Minute(0-59) Hour(0-23) DayOfMonth(1-31) Month(1-12) DayOfWeek(0-7) Command

I believe your code should be more like:
Code:
#!/bin/bash
##
## Script: /usr/local/my_backup
##

/usr/bin/touch /test
alias rm='/bin/rm'
rm /mnt/exthd/image/mystuffbkp/img_bkp.gz
/bin/tar czvf /mnt/exthd/image/mystuffbkp/img_bkp.gz /home/img
Then your cron entry (in root's cron file) should be something like:
Code:
20 20 * * 1-6 /usr/local/my_backup
EDIT:-

Ensure you have safe permissions on /usr/local/my_backup

chown root /usr/local/my_backup
chmod 700 /usr/local/my_backup

This script will be run by the root user, therefore it is important to protect the file from tampering (as much as possible on an unencrypted filesystem).
Thanks...good points and I have copied them down for future reference. I am wanting to use the /etc/crontab file and to use run-parts so I can specify that all the files in the directory should be run. Since this file already exists and has entries (and I was able to successfully do this last in Fedora 3), I thought I should just be able to create a directory, make sure the permissions were good, throw in the scriptfile (and make sure the permissions were good (and thanks for your suggestion on locking that down more)), and modify the /etc/crontab file like I did before. /var/logs/cron shows the cronjob I created runs, but I never get any files written anywhere and I have made sure to specify the full paths and I also checked the $PATH variable and that appears to have already had the paths to all the executables in it, anyway. Any other ideas (and again thanks for the suggestions you provided).
 
Old 12-11-2008, 07:48 PM   #9
hwest
LQ Newbie
 
Registered: Dec 2008
Distribution: RHEL 5
Posts: 5

Original Poster
Rep: Reputation: 0
Quote:
Originally Posted by hwest View Post
Hello,

I am using RHEL 5. I have a script file that does what I want it to, when I run it as root from the command line. However, when I call the script from a cron job and run it as root from there, it will not write any files. Following is the contents of my script file:

touch /test
alias rm='rm'
rm /mnt/exthd/image/mystuffbkp/img_bkp.gz
tar czvf /mnt/exthd/image/mystuffbkp/img_bkp.gz /home/img
alias rm='rm -i'


My intent is to have it delete the current img_bkp.gz file and then tar and zip the contents of /home/img and write the img_bkp.gz file to the /mnt/exthd/image/mystuffbkp directory. I added touch /test to the script just to see if it could even just write a file to the root directory (and it does not).

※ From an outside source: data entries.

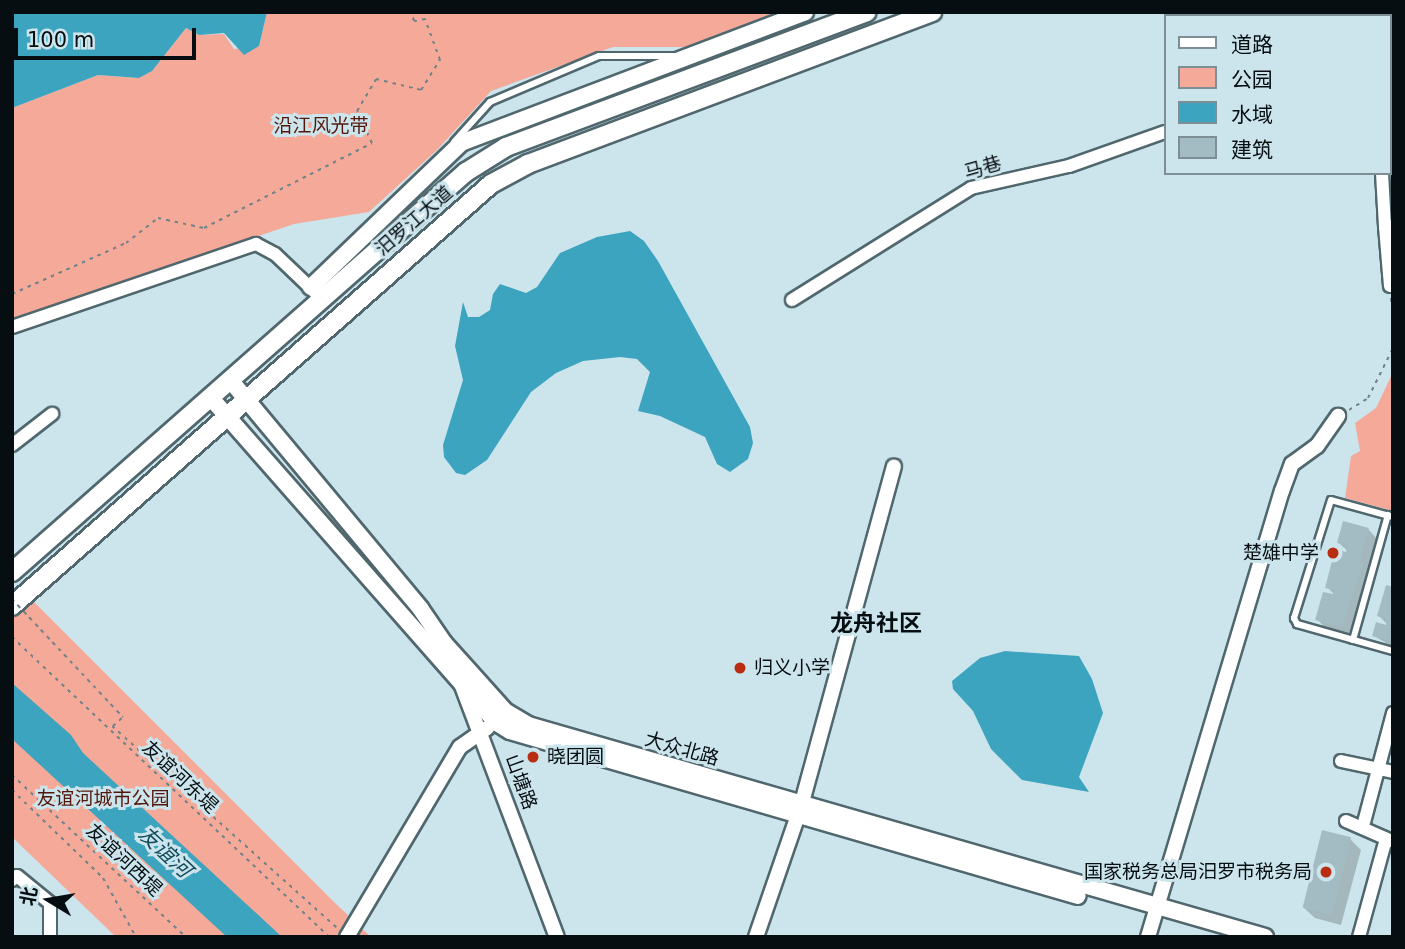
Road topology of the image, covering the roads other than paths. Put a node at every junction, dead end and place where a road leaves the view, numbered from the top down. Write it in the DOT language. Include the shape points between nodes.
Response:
graph roads {
  1 [pos="805,12"];
  2 [pos="867,12"];
  3 [pos="932,12"];
  4 [pos="687,56"];
  5 [pos="1164,132"];
  6 [pos="444,157"];
  7 [pos="1381,175"];
  8 [pos="1389,227"];
  9 [pos="1390,286"];
  10 [pos="316,293"];
  11 [pos="792,300"];
  12 [pos="12,327"];
  13 [pos="230,381"];
  14 [pos="211,398"];
  15 [pos="245,399"];
  16 [pos="52,414"];
  17 [pos="227,416"];
  18 [pos="1338,416"];
  19 [pos="12,445"];
  20 [pos="894,467"];
  21 [pos="1391,516"];
  22 [pos="12,572"];
  23 [pos="12,606"];
  24 [pos="1353,640"];
  25 [pos="1393,651"];
  26 [pos="459,668"];
  27 [pos="1393,713"];
  28 [pos="527,725"];
  29 [pos="488,727"];
  30 [pos="1342,761"];
  31 [pos="1378,769"];
  32 [pos="1393,772"];
  33 [pos="799,812"];
  34 [pos="1346,821"];
  35 [pos="1363,826"];
  36 [pos="1389,840"];
  37 [pos="12,880"];
  38 [pos="1156,912"];
  39 [pos="50,937"];
  40 [pos="346,937"];
  41 [pos="558,937"];
  42 [pos="568,937"];
  43 [pos="756,937"];
  44 [pos="1148,937"];
  45 [pos="1226,937"];
  46 [pos="1265,937"];
  47 [pos="1359,937"];
  1 -- 4 [label="main road"];
  2 -- 10 [label="main road, 汨罗江大道" via="506,147 466,172"];
  3 -- 15 [label="main road, 汨罗江大道" via="528,164 491,184"];
  4 -- 6 [label="main road" via="476,135"];
  4 -- 6 [label="lane" via="599,56 500,97 477,113"];
  5 -- 11 [label="street, 马巷" via="1069,166 971,188"];
  6 -- 10 [label="main road"];
  7 -- 8 [label="street"];
  8 -- 9 [label="street"];
  10 -- 12 [label="street" via="266,246 256,244"];
  10 -- 13 [label="main road, 汨罗江大道"];
  13 -- 14 [label="main road, 汨罗江大道"];
  13 -- 15 [label="main road, 大众北路"];
  14 -- 17 [label="main road, 大众北路"];
  14 -- 22 [label="main road, 汨罗江大道"];
  15 -- 17 [label="main road, 汨罗江大道"];
  15 -- 26 [label="main road, 大众北路" via="420,608"];
  16 -- 19 [label="street"];
  17 -- 23 [label="main road, 汨罗江大道"];
  17 -- 26 [label="main road, 大众北路"];
  18 -- 38 [label="street" via="1317,446 1292,464 1282,491"];
  20 -- 33 [label="street"];
  21 -- 24 [label="lane"];
  21 -- 24 [label="lane" via="1331,500 1294,618 1297,624"];
  24 -- 25 [label="lane"];
  26 -- 28 [label="main road, 大众北路"];
  26 -- 29 [label="street, 山塘路"];
  26 -- 29 [label="main road, 大众北路"];
  27 -- 31 [label="street"];
  28 -- 29 [label="street"];
  28 -- 33 [label="main road, 大众北路"];
  29 -- 33 [label="main road, 大众北路"];
  29 -- 40 [label="street" via="460,747"];
  29 -- 41 [label="street, 山塘路"];
  29 -- 42 [label="street, 山塘路"];
  30 -- 31 [label="street"];
  31 -- 32 [label="street"];
  31 -- 35 [label="street"];
  33 -- 38 [label="main road, 大众北路"];
  33 -- 43 [label="street"];
  34 -- 35 [label="street"];
  35 -- 36 [label="street"];
  36 -- 47 [label="street"];
  37 -- 39 [label="street" via="17,876 50,903"];
  38 -- 44 [label="street"];
  38 -- 45 [label="main road, 大众北路"];
  38 -- 46 [label="main road, 大众北路"];
}
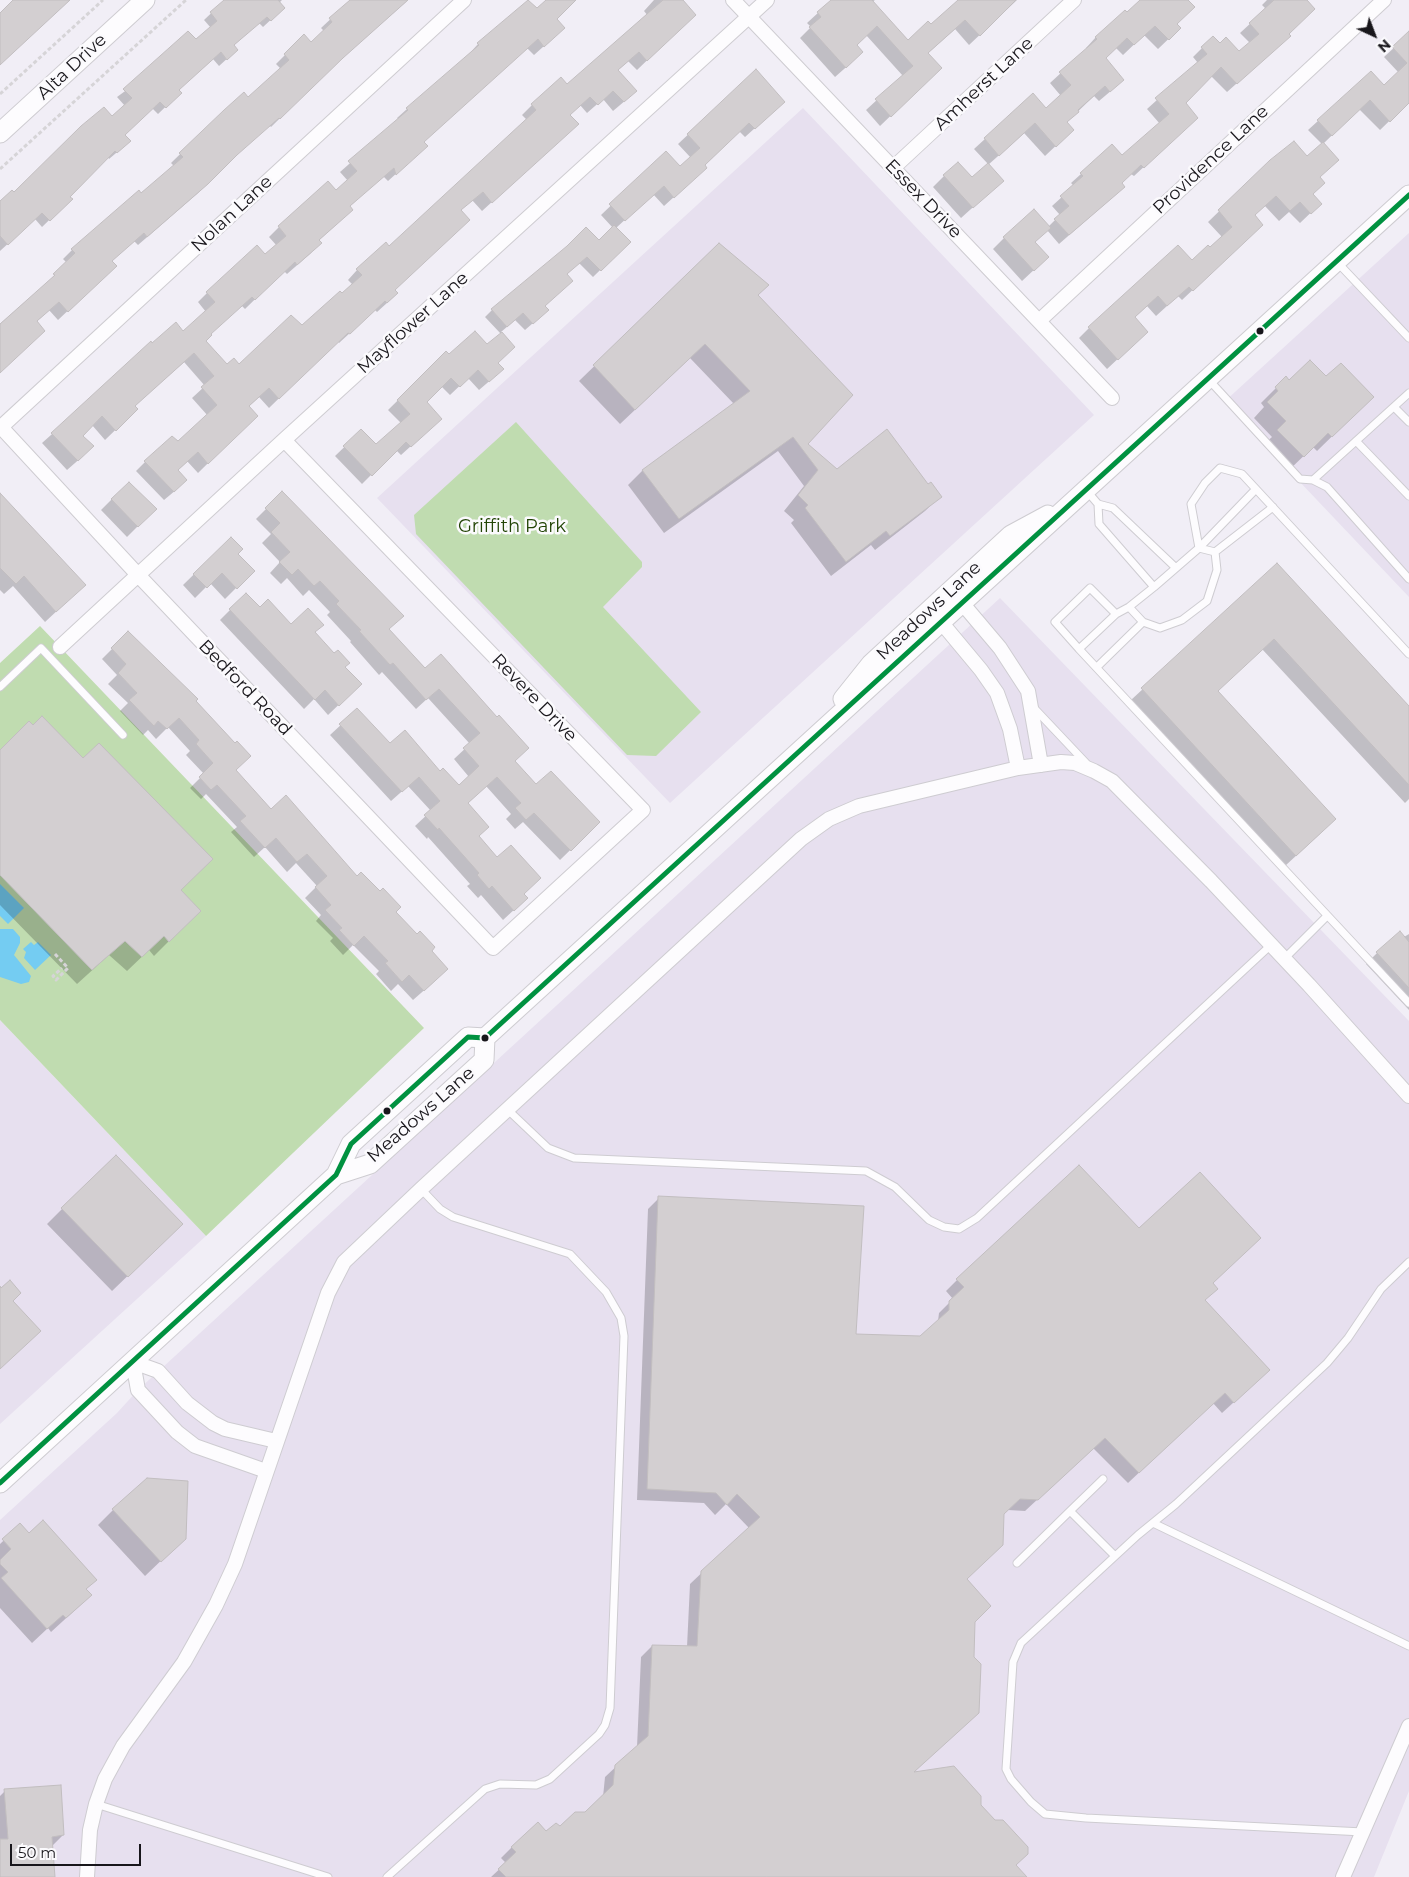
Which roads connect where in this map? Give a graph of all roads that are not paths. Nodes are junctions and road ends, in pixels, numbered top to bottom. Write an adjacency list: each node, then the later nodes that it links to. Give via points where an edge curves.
1 (145, 0): 8 (street, Alta Drive)
2 (464, 0): 19 (street, Nolan Lane)
3 (733, 0): 7 (street, Essex Drive)
4 (767, 0): 7 (street, Mayflower Lane)
5 (1074, 0): 9 (street, Amherst Lane)
6 (1384, 0): 12 (street, Providence Lane)
7 (749, 16): 9 (street, Essex Drive); 20 (street, Mayflower Lane)
8 (0, 133)
9 (893, 168): 12 (street, Essex Drive)
10 (1409, 195): 11 (street, Meadows Lane)
11 (1336, 261): 13 (lane); 14 (street, Meadows Lane)
12 (1039, 321): 16 (street, Essex Drive)
13 (1409, 338)
14 (1208, 379): 22 (lane, via 1300,479); 24 (street, Meadows Lane)
15 (1409, 393): 17 (lane)
16 (1112, 398)
17 (1394, 407): 18 (lane); 21 (lane)
18 (1409, 422)
19 (0, 427): 31 (street, Bedford Road)
20 (284, 440): 31 (street, Mayflower Lane); 53 (street, Revere Drive, via 642,810)
21 (1356, 441): 22 (lane); 25 (lane)
22 (1313, 480): 32 (lane, via 1327,487)
23 (1256, 489): 27 (lane); 28 (lane); 28 (lane, via 1242,474 1220,468 1205,482 1191,504)
24 (1080, 496): 26 (lane); 34 (street, Meadows Lane); 47 (street, Meadows Lane, via 1011,535 871,664)
25 (1409, 496)
26 (1098, 504): 30 (lane, via 1113,508); 33 (lane, via 1099,524)
27 (1273, 508): 29 (lane); 41 (lane)
28 (1199, 548): 29 (lane); 30 (lane)
29 (1215, 552): 38 (lane, via 1217,570 1207,602 1182,620 1160,628)
30 (1175, 567): 33 (lane)
31 (139, 576): 39 (street, Mayflower Lane); 53 (street, Bedford Road)
32 (1409, 579)
33 (1154, 587): 35 (lane)
34 (962, 603): 37 (street, Meadows Lane); 45 (street, via 1016,669)
35 (1129, 607): 36 (lane); 38 (lane)
36 (1116, 614): 40 (lane); 40 (lane, via 1090,588 1062,615 1055,622)
37 (941, 622): 47 (street, Meadows Lane); 49 (street, via 997,693 1010,729)
38 (1144, 622): 43 (lane)
39 (60, 647): 42 (lane)
40 (1080, 649): 43 (lane)
41 (1409, 654)
42 (50, 657): 44 (lane, via 41,648); 46 (lane)
43 (1097, 667): 51 (lane)
44 (0, 687)
45 (1031, 704): 48 (street); 50 (lane)
46 (123, 735)
47 (806, 746): 56 (street, Meadows Lane)
48 (1041, 765): 49 (street); 50 (street, via 1075,763)
49 (1018, 768): 58 (street, via 859,806 818,825)
50 (1094, 771): 52 (street, via 1112,781)
51 (1327, 916): 54 (lane); 55 (lane)
52 (1271, 945): 54 (street); 58 (lane, via 978,1217 959,1229 929,1220 894,1187 866,1170 574,1158 548,1148)
53 (493, 948)
54 (1284, 959): 57 (street)
55 (1409, 1003)
56 (485, 1038): 59 (street, Meadows Lane, via 468,1036 358,1137 351,1144); 59 (street, Meadows Lane, via 484,1060 370,1164)
57 (1409, 1096)
58 (508, 1110): 60 (street)
59 (336, 1175): 62 (street, Meadows Lane)
60 (421, 1188): 63 (street, via 352,1252 336,1273); 77 (lane, via 440,1209 453,1217 570,1254 606,1292 621,1318 624,1336 610,1708 599,1734 550,1779 536,1785 500,1784 485,1789)
61 (1409, 1262): 68 (lane, via 1381,1289 1348,1338 1326,1363 1181,1500)
62 (133, 1362): 63 (street, via 158,1371 186,1403 213,1423); 64 (street, via 138,1390 177,1432 195,1446); 66 (street, Meadows Lane)
63 (276, 1441): 64 (street)
64 (266, 1471): 73 (street, via 232,1571 216,1605 184,1662 116,1757)
65 (1103, 1479): 67 (lane)
66 (0, 1483)
67 (1070, 1510): 69 (lane); 70 (lane)
68 (1153, 1522): 69 (lane); 71 (lane)
69 (1115, 1556): 74 (lane, via 1016,1651 1006,1769 1031,1802 1045,1814 1056,1816)
70 (1017, 1563)
71 (1409, 1646)
72 (1409, 1726): 74 (street)
73 (96, 1804): 75 (street); 76 (lane)
74 (1362, 1832): 78 (street)
75 (86, 1877)
76 (328, 1877)
77 (387, 1877)
78 (1343, 1877)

To set up the cron job, I created an /etc/cron.imgbkp directory and I put the above script, called imgbkp, into this directory. The permissions on the directory are 755 and the permissions on the scriptfile are 755. Next, I edited /etc/crontab, using Vi, and I added the following entry to that file:

20 20 * * 1-6 root run-parts /etc/cron.imgbkp.

Finally, I typed in the following to restart the cron daemon: service crond restart (and it shows to be running). When I didn't see my files getting created, I checked /var/log/cron and it shows my job starting at 8:20pm, but I don't see that it shows any errors.

The permissions on the /mnt/exthd/image/mystuffbkp directory are 777, at this point.

Anyone have any idea what I've missed or what else to look for?

Thanks.
Since this was running fine on a prevous distribution (Fedora 3), I figured it was going to be something dumb and it was--me! I did run the script from the command line and it worked fine. I then moved the directory that was to hold the .gz file and I changed the script to reflect this change. I had forgotten I had tested the script file only before this change and not after, when I posted here. The issue was that I had an embedded character in the script file. I simply recreated the script file and everything works great, now. Thanks to all for replying.